In the Lower Garden Jane planted several verieties like Early girl, Celebrity and several verieties of Italian tomatoes
for her pastas.
Julia and Stosh were picking the huge, ripe tomatoes from the gardens, cutting them in small pieces for Jane, who, was canning endless amount of jars for that extra special, wonderful tomato juice.
We also had plenty of that wonderful crop to share with our friends.

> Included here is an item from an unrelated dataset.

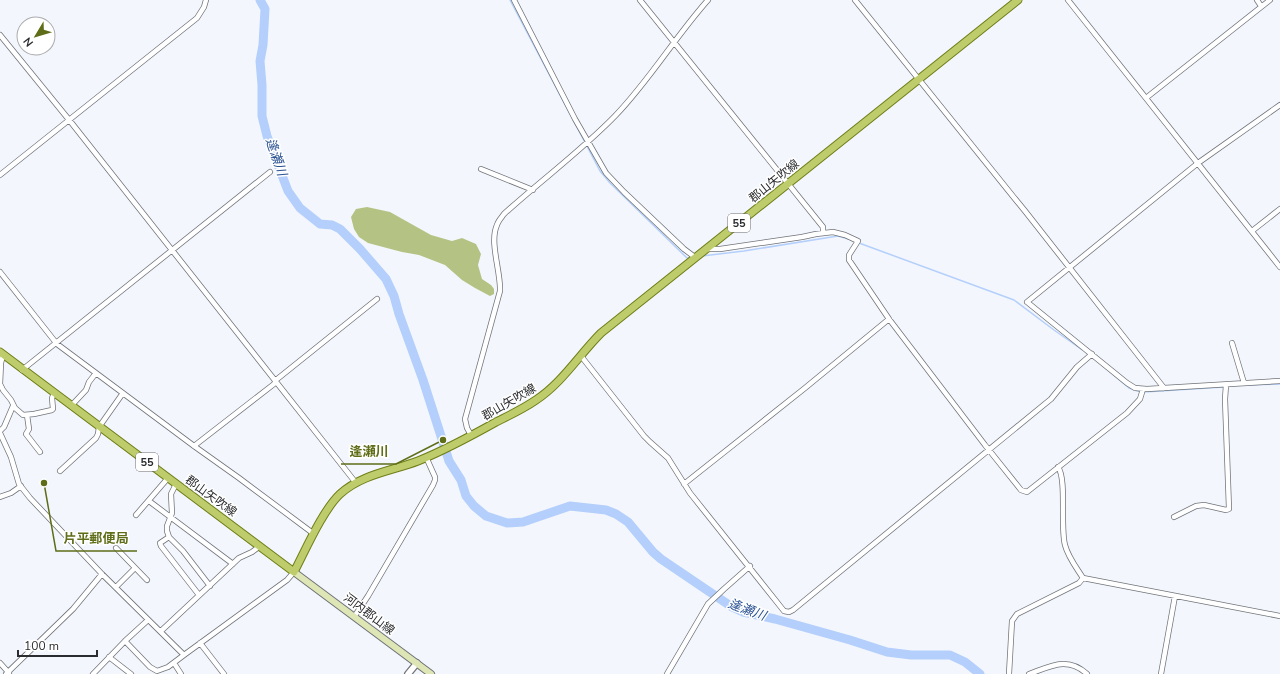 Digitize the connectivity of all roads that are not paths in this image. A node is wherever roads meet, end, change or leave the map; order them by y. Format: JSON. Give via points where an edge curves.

We also had plenty of green tomatoes to salvage from the expected frost. Here is the recipe, that one of Julia's friends, Susan gave her:
• Slice washed and unpeeled tomatoes nice and thick and pat dry
• Heat oil--she likes olive oil--in fry pan, not too hot
• Dip tomato slices one at a time first in flour, then in beaten egg, and then in cracker crumbs
• Note: Mom says her family likes the taste of the tomatoes, so she doesn't use too much seasoning, but suggests adding salt or pepper or onion powder to flour, to taste; can also use a little Parmesan cheese or use herb or cheesy crackers for crumbs
• Place in hot oil and fry til brown and toasty, turning carefully as needed
• Remove and set on a paper towel on plate or cookie sheet
• Serve immediately or keep warm in oven
I like them alone or as a side with ham or a pork chop.